# What to work on:
There is a line containing "I need the junctions" in the entries below. Repeat that line and every line after it exactly, and nothing more.

# Records to use:
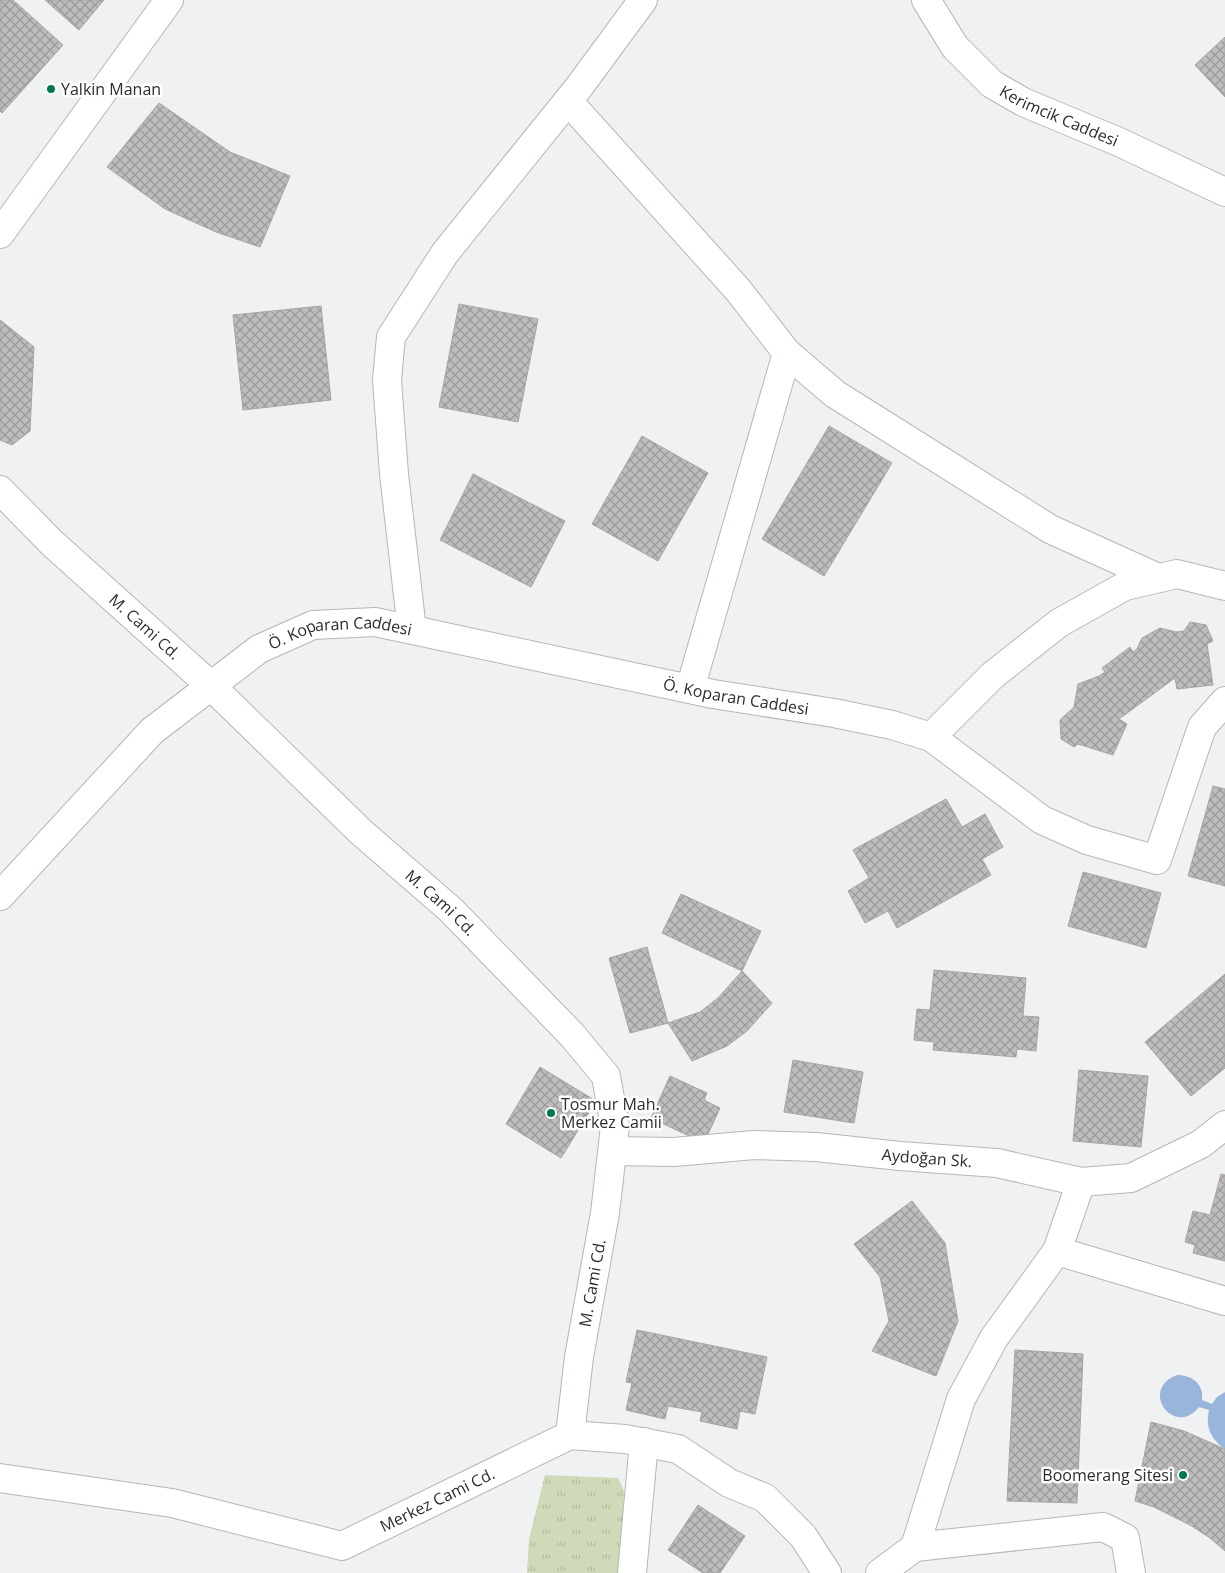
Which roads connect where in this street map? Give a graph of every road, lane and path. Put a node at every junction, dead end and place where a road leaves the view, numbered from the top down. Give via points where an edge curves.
1 (170, 0) edge
2 (643, 0) edge
3 (926, 0) edge
4 (568, 101) junction
5 (1225, 192) edge
6 (0, 234) edge
7 (787, 352) junction
8 (0, 490) edge
9 (1158, 578) junction
10 (1225, 586) edge
11 (412, 630) junction
12 (210, 686) junction
13 (690, 689) junction
14 (1225, 701) edge
15 (931, 737) junction
16 (0, 896) edge
17 (1225, 1125) edge
18 (613, 1151) junction
19 (1081, 1182) junction
20 (1057, 1251) junction
21 (1225, 1301) edge
22 (570, 1435) junction
23 (644, 1442) junction
24 (0, 1478) edge
25 (915, 1547) junction
26 (632, 1573) edge
27 (827, 1573) edge
28 (880, 1573) edge
29 (1131, 1573) edge

1 - 6 street
2 - 4 street
3 - 5 street, Kerimcik Caddesi via 955,48 992,84 1023,102 1119,142
4 - 7 street via 738,290
4 - 11 street via 445,253 391,337 387,380
7 - 9 street via 835,394 1050,529
7 - 13 street
8 - 12 street, M. Cami Cd. via 52,543
9 - 10 street via 1177,574
9 - 15 street via 1125,586 1059,622 993,675
11 - 12 street, Ö. Koparan Caddesi via 375,622 313,625 259,649
11 - 13 street, Ö. Koparan Caddesi
12 - 16 street, Ö. Koparan Caddesi via 152,731
12 - 18 street, M. Cami Cd. via 361,832 451,910 572,1035 606,1076 616,1126
13 - 15 street, Ö. Koparan Caddesi via 834,713
14 - 15 street, Ö. Koparan Caddesi via 1202,727 1157,860 1087,840 1042,820
17 - 19 street, Aydoğan Sk. via 1201,1144 1131,1178
18 - 19 street, Aydoğan Sk. via 674,1152 754,1145 816,1147 998,1163
18 - 22 street, M. Cami Cd. via 579,1357
19 - 20 street
20 - 21 street
20 - 25 street via 994,1338 962,1399
22 - 23 street
22 - 24 street, Merkez Cami Cd. via 342,1546 172,1503
23 - 26 street
23 - 27 street via 678,1449 729,1483 765,1498 803,1536
25 - 28 street
25 - 29 street via 1103,1528 1125,1538

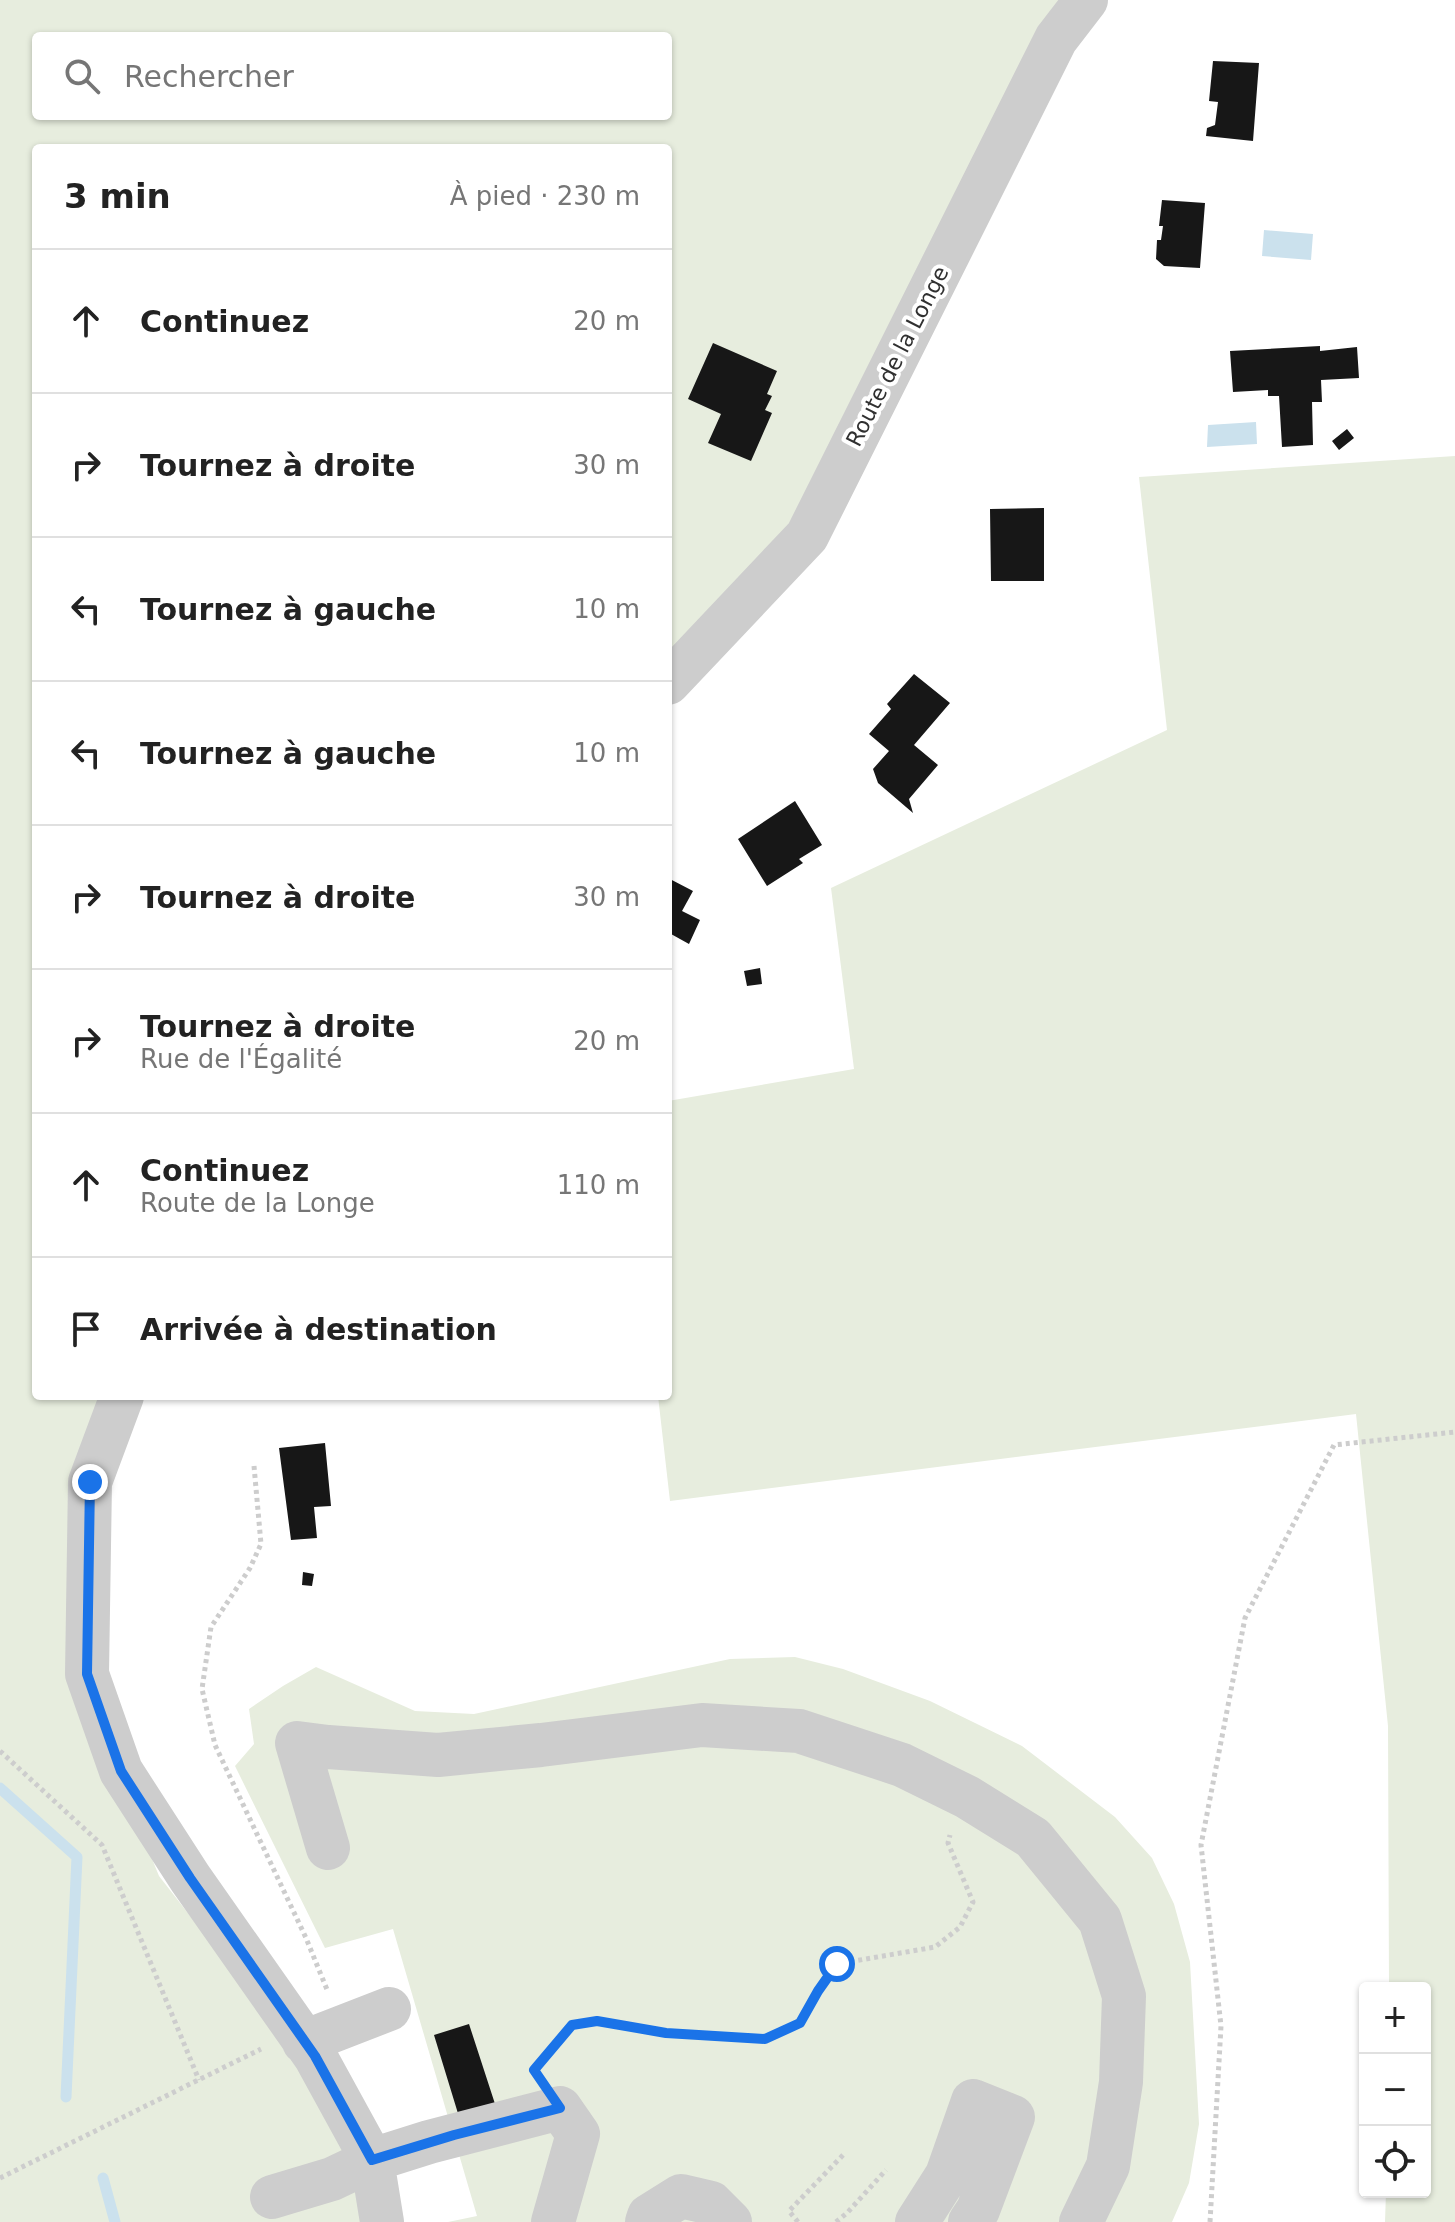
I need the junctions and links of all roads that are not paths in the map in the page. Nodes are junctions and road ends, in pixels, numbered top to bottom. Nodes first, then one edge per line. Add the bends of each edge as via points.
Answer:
1 (1086, 0) edge
2 (672, 679) edge
3 (121, 1400) edge
4 (328, 1848) dead end
5 (389, 2009) dead end
6 (306, 2044) junction
7 (372, 2160) junction
8 (272, 2197) dead end
9 (382, 2222) edge
10 (553, 2222) edge
11 (647, 2222) edge
12 (730, 2222) edge
13 (917, 2222) edge
14 (970, 2222) edge
15 (1081, 2222) edge

1 - 2 street, Route de la Longe via 1056,39 807,536
3 - 6 street via 90,1482 87,1674 121,1771
4 - 15 street via 297,1743 438,1755 702,1725 799,1731 902,1765 967,1797 1033,1838 1100,1920 1124,1996 1121,2082 1108,2166
5 - 6 street
6 - 7 street
7 - 8 street
7 - 9 street
7 - 10 street via 560,2108 578,2134
11 - 12 street via 681,2196 711,2203
13 - 14 street via 947,2175 973,2101 1013,2117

# Result:
I need the junctions and links of all roads that are not paths in the map in the page. Nodes are junctions and road ends, in pixels, numbered top to bottom. Nodes first, then one edge per line. Add the bends of each edge as via points.
Answer:
1 (1086, 0) edge
2 (672, 679) edge
3 (121, 1400) edge
4 (328, 1848) dead end
5 (389, 2009) dead end
6 (306, 2044) junction
7 (372, 2160) junction
8 (272, 2197) dead end
9 (382, 2222) edge
10 (553, 2222) edge
11 (647, 2222) edge
12 (730, 2222) edge
13 (917, 2222) edge
14 (970, 2222) edge
15 (1081, 2222) edge

1 - 2 street, Route de la Longe via 1056,39 807,536
3 - 6 street via 90,1482 87,1674 121,1771
4 - 15 street via 297,1743 438,1755 702,1725 799,1731 902,1765 967,1797 1033,1838 1100,1920 1124,1996 1121,2082 1108,2166
5 - 6 street
6 - 7 street
7 - 8 street
7 - 9 street
7 - 10 street via 560,2108 578,2134
11 - 12 street via 681,2196 711,2203
13 - 14 street via 947,2175 973,2101 1013,2117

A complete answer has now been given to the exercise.